→ WORK TASK: Check which lines of the entries that follow hold "VERNON", then give the number of those lines and nothing more.

--------

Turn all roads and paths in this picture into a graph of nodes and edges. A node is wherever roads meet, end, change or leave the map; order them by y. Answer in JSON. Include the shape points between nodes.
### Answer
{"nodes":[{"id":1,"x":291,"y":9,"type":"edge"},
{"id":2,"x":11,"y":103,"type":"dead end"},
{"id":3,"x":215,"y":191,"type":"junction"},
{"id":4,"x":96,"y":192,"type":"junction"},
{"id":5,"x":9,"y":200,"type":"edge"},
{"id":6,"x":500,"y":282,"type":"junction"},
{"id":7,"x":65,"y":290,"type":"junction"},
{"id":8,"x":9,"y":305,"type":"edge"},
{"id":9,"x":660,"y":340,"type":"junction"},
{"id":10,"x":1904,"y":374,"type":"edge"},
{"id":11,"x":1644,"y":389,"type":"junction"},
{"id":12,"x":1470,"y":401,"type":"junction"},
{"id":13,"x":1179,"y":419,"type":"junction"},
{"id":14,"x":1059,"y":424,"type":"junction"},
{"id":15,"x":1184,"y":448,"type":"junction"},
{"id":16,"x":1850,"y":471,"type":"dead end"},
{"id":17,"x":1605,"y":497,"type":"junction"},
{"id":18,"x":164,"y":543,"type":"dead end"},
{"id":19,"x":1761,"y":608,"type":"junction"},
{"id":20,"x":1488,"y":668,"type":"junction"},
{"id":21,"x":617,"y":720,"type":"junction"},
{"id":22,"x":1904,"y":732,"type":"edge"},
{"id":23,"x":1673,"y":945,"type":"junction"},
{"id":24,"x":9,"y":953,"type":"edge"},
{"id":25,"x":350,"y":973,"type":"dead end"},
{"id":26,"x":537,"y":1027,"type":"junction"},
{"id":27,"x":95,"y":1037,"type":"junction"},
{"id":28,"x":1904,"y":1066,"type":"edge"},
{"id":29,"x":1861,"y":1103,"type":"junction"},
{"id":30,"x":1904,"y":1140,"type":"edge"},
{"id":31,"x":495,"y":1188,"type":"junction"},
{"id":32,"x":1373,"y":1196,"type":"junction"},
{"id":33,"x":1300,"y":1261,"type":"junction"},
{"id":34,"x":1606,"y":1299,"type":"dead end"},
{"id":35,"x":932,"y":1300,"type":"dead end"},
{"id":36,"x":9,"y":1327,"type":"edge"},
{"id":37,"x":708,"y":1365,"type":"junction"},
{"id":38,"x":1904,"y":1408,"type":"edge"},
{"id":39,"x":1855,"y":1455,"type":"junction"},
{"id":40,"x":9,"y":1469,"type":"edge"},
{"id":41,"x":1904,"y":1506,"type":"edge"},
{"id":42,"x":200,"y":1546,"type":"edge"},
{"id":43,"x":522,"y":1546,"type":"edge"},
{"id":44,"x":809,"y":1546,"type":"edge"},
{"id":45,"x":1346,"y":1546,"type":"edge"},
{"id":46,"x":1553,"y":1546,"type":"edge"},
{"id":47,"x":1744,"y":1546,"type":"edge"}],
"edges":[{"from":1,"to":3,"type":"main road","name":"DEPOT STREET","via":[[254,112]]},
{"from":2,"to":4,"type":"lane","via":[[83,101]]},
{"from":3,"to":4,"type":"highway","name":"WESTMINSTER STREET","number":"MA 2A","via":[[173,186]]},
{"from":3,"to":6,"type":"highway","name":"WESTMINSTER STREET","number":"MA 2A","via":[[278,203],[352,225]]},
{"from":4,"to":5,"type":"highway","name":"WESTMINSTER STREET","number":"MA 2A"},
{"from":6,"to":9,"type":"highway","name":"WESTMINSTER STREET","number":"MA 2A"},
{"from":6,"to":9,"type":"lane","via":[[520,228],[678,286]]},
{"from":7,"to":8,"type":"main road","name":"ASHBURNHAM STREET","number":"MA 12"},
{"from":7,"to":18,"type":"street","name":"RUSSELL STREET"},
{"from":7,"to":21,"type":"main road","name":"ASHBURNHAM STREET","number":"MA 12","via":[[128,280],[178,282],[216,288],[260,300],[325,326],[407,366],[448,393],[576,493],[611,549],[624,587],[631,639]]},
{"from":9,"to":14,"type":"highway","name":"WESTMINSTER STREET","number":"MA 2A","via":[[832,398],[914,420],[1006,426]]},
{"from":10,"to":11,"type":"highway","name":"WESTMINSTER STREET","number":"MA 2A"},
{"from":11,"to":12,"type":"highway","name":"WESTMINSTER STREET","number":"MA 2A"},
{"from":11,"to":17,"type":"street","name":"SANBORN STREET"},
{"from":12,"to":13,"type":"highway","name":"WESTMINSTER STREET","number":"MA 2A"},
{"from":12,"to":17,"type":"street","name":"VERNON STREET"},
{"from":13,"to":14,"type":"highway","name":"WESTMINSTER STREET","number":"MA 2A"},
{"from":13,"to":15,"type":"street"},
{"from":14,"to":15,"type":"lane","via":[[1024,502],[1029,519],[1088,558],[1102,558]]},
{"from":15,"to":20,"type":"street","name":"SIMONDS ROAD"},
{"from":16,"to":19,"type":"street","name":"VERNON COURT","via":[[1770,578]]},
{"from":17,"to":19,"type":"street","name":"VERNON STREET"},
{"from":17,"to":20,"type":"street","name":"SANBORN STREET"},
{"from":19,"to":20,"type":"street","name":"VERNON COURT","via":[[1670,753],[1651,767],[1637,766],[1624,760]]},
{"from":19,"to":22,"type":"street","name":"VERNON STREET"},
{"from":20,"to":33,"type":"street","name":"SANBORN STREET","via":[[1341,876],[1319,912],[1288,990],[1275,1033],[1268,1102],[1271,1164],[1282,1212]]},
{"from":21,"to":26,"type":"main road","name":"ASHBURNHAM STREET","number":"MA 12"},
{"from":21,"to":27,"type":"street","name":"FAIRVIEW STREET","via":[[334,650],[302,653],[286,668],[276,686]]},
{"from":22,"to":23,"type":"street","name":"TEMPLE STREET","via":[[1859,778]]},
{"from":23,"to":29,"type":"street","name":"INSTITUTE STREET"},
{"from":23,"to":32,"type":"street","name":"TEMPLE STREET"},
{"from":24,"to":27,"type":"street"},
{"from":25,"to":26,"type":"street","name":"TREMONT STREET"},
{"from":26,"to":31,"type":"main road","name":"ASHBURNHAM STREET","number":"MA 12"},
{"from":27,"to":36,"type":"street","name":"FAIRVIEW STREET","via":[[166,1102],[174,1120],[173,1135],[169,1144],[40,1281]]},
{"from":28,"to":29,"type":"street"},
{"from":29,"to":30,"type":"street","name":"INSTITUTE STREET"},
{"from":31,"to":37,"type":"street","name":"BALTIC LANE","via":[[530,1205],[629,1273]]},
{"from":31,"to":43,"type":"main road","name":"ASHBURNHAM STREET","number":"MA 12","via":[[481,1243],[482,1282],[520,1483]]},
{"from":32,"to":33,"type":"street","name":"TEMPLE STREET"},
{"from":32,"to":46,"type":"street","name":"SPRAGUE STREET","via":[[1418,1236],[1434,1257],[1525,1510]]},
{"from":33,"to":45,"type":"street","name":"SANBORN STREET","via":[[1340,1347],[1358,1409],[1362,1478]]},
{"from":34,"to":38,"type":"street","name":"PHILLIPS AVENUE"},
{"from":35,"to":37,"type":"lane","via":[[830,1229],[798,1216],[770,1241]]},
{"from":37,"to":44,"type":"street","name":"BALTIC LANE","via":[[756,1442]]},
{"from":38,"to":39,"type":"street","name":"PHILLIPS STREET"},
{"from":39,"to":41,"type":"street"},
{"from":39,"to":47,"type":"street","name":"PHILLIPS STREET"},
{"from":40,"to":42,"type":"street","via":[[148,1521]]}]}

--------

→ OUTPUT OF THE EXERCISE: 5